The move from DB2 to HANA is doing more to change SAP's operations than moving from a database created by an outsider to one that is created and supported by SAP itself. And it is about more than "killing batch and going real-time," as Golz puts it.

Here is an example. In the past, as each week came to a close, SAP's managers and sales people had a small window in which they had to get their data in about deals that were in process and deals that had just closed. The window for reports to be discussed on Monday morning closed on the prior Thursday morning.

And there is a lag of a few days in the data because it took time to get it loaded into the systems and then into the data warehouse for summary reports. But this is no longer the case. Because of the speed of HANA, the whole discussion of the currency of the data in reports is "going away." Now, SAP's managers can query the actual sales data in the ERP and CRM systems, and more importantly perhaps, sales people know this and they are much more careful about clarifying the state of their deals because there will be no excuses about the lag between when data was entered in the systems and pushed through to the data warehouse to generate reports.

"Now, there is a continuous process of clarifying things and not trying to do it at quarter end, but rather spreading it out and clarifying things as they happen," explains Golz. While speed is important, and many key functions are running dramatically faster in HANA as they were in DB2, the immediacy of asking questions in HANA is what is transformational.

"The whole mechanics of ETL and getting data out of the transaction systems and putting it into a business warehouse and running reports against the warehouse because your transaction systems are not fast enough – that whole topic of building cubes and logic compilers and reports in the warehouse, over time basically goes away as more and more reporting and analytics move back to the transactional system. So the BW system that we have is now really limited to information where BW has a functional advantage of processing the data."

For example, if you look at financial reports, the data warehouse is great at reporting where there are time-dependent hierarchies, currency conversions, and certain kinds of simulations, says Golz. You do other kinds of queries directly on the transaction systems.

"This is where the big savings lie, because over time, these business warehouse systems get massive. And the amount of effort that goes into building the models, building the reports, extracting the data, checking the data – it takes whole armies of people to get the data from A to B – all of that goes away if you go straight against the transactional system and the limitation of data volume and response time goes away. This is a massive simplification in the landscape."

The thing to remember is that most enterprise data warehouses are not on the same scale as the 300 PB at Facebook or the 250 PB at Yahoo.

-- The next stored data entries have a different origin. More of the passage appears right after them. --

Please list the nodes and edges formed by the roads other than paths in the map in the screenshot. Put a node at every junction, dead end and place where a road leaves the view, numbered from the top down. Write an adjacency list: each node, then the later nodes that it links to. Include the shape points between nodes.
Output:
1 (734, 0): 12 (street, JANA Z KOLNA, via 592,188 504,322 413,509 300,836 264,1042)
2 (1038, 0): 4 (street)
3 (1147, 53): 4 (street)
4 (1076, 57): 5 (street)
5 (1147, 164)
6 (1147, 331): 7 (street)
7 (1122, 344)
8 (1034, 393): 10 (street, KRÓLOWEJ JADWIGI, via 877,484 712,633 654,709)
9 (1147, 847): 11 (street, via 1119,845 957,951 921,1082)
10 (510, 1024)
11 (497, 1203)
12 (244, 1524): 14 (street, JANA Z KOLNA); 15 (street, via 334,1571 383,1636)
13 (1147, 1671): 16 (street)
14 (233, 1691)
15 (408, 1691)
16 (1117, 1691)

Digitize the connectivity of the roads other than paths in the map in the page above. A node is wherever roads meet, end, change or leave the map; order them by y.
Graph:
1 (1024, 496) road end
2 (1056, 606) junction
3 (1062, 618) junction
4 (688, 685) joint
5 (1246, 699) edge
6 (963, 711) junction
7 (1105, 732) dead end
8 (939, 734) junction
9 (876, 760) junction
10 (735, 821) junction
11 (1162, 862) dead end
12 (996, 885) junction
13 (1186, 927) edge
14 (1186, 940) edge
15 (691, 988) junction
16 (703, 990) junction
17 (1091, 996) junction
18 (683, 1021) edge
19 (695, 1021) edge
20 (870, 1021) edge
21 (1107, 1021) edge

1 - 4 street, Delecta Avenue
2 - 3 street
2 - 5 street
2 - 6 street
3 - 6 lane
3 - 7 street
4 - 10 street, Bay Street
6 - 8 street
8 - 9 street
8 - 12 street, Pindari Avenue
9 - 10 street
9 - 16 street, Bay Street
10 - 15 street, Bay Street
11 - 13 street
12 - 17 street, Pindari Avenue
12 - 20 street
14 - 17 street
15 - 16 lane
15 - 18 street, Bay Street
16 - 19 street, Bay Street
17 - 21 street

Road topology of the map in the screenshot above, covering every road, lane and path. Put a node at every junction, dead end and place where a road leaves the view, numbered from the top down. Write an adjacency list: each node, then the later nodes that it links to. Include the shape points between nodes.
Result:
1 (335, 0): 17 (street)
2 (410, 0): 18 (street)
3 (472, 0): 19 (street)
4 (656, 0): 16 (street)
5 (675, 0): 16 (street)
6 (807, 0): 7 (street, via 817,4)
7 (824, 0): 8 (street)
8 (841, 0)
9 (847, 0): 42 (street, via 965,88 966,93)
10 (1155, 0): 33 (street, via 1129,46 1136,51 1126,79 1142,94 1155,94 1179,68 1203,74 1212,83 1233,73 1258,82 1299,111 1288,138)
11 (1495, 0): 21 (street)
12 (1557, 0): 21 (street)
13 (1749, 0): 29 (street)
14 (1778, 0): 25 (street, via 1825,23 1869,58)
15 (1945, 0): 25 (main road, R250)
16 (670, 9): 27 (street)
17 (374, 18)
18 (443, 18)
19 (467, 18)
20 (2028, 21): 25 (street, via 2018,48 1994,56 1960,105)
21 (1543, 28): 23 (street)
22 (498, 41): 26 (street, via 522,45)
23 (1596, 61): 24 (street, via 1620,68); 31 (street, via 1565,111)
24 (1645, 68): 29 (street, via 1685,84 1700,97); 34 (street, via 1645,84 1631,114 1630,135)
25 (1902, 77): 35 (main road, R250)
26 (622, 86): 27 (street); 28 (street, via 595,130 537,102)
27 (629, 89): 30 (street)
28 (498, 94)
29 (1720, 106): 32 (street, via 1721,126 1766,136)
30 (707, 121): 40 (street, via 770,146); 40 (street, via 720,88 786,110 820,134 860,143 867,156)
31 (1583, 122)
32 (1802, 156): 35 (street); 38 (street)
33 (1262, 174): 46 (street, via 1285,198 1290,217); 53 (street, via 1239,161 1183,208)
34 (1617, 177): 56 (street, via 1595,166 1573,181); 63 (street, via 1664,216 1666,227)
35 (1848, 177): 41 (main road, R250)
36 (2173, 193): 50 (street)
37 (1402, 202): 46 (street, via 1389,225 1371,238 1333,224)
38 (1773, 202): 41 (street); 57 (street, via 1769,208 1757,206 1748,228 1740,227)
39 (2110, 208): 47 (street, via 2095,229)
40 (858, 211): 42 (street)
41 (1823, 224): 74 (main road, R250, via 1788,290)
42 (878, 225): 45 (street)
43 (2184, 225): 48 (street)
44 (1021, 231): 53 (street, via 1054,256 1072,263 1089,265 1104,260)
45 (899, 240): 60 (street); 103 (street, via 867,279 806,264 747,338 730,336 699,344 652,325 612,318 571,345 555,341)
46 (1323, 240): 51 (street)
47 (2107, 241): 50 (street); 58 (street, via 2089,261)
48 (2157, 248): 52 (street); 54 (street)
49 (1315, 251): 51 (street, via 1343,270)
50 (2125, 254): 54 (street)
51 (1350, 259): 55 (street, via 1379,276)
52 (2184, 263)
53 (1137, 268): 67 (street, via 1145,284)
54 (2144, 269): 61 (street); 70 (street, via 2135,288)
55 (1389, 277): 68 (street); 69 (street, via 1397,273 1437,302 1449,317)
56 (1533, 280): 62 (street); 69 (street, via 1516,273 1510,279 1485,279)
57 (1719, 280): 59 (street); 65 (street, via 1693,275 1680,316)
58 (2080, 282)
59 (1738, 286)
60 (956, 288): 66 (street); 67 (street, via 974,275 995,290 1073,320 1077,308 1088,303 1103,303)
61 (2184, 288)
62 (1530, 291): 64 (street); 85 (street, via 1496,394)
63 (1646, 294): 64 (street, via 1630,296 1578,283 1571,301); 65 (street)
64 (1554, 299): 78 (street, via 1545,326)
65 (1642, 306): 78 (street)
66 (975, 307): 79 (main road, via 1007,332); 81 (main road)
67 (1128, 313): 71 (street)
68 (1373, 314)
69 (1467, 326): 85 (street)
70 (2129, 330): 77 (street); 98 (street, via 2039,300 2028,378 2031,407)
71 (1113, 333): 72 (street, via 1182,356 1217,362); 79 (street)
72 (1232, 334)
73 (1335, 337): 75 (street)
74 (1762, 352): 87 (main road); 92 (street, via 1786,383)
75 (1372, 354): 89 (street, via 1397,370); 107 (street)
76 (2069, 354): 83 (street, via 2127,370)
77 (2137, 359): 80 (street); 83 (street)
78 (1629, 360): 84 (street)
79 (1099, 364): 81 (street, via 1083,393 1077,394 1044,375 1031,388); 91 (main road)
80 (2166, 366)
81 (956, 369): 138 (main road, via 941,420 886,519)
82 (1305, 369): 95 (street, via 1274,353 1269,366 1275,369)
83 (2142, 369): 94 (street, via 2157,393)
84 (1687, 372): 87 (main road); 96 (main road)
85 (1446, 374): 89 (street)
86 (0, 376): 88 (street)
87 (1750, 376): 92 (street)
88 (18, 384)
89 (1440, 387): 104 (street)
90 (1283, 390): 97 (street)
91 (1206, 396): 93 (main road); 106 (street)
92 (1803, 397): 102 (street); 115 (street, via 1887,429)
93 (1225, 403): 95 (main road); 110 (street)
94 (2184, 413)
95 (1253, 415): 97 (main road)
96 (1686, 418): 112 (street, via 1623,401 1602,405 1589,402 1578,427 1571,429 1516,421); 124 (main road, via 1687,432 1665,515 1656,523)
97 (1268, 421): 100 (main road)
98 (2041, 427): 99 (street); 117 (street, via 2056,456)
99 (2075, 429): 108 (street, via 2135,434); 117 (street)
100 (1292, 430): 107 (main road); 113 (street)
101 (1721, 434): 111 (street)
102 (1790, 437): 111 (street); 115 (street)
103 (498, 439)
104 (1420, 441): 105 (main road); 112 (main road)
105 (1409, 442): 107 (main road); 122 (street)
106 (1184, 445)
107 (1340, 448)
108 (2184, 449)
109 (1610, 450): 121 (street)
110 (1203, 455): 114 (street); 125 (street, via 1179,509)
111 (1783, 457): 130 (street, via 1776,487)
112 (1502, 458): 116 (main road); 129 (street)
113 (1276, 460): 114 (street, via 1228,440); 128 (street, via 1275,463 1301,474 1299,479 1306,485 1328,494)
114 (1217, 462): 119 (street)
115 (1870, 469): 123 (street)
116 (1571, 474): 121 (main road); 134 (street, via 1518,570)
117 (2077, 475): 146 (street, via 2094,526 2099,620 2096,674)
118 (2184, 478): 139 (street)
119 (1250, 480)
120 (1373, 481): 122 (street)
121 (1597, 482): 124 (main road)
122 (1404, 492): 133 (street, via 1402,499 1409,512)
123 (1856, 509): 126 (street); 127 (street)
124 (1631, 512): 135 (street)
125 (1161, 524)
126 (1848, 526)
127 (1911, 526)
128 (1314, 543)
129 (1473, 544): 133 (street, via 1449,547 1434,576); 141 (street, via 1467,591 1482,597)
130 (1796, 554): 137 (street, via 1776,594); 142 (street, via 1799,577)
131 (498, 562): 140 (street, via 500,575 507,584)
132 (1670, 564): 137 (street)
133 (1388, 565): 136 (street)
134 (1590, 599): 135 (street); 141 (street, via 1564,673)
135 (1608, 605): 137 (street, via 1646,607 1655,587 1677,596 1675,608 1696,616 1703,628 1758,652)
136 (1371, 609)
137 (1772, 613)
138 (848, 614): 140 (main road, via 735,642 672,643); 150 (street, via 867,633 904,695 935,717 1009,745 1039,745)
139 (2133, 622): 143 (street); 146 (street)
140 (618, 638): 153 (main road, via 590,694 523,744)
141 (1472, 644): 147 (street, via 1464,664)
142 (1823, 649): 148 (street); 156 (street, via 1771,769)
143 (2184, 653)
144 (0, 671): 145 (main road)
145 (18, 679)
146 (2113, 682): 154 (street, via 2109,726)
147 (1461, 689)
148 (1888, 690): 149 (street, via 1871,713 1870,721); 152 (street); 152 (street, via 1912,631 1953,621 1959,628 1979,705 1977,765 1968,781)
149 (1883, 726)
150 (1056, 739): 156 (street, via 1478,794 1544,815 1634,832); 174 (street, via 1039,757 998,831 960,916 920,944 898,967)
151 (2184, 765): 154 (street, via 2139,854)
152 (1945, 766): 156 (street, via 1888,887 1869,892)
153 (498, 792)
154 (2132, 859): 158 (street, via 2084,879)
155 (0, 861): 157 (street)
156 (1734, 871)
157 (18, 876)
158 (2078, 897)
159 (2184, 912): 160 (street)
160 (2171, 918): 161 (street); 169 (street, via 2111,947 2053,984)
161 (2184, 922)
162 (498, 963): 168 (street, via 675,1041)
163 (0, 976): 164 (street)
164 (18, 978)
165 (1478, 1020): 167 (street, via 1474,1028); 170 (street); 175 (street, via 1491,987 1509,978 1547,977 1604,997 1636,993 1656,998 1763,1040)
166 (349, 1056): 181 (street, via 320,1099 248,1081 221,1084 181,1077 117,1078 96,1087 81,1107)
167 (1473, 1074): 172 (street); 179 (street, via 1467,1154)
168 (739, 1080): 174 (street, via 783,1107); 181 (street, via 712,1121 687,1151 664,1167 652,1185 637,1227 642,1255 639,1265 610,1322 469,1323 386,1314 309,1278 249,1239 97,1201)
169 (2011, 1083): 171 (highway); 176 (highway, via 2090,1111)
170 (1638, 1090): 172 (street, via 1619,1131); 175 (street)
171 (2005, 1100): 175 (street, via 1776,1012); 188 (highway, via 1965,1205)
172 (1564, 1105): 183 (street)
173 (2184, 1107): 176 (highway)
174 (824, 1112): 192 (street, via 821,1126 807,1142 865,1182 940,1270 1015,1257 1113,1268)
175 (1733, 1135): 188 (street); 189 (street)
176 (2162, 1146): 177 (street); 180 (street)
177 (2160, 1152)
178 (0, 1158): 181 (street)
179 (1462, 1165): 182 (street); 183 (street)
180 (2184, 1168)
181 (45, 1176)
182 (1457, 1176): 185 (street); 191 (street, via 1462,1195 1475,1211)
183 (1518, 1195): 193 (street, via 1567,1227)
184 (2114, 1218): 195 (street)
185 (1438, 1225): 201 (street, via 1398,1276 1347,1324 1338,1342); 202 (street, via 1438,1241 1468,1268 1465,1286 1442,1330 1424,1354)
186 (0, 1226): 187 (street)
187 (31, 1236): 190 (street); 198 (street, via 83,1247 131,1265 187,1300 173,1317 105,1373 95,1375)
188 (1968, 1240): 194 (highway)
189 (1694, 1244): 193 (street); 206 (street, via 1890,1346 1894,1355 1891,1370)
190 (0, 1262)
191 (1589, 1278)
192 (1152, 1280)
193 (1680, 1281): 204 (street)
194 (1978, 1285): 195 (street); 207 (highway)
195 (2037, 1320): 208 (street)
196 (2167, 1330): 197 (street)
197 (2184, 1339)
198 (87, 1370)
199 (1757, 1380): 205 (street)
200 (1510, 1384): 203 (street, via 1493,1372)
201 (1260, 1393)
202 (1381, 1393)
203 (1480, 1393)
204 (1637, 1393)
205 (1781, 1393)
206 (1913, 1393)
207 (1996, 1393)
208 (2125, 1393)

These are two of the largest ones that EnterpriseTech knows about, and they are so large that relational databases cannot handle them and they certainly cannot be crammed into main memory even across a massive cluster of servers.

Most production databases at large enterprises weigh in at tens of terabytes, and data warehouses are on the order of tens to hundreds of terabytes. This is now well within the capacity of a small cluster of HANA machines – or one big one once Hewlett-Packard and SGI get their HANA-tuned, high-end NUMA machines out the door later this year.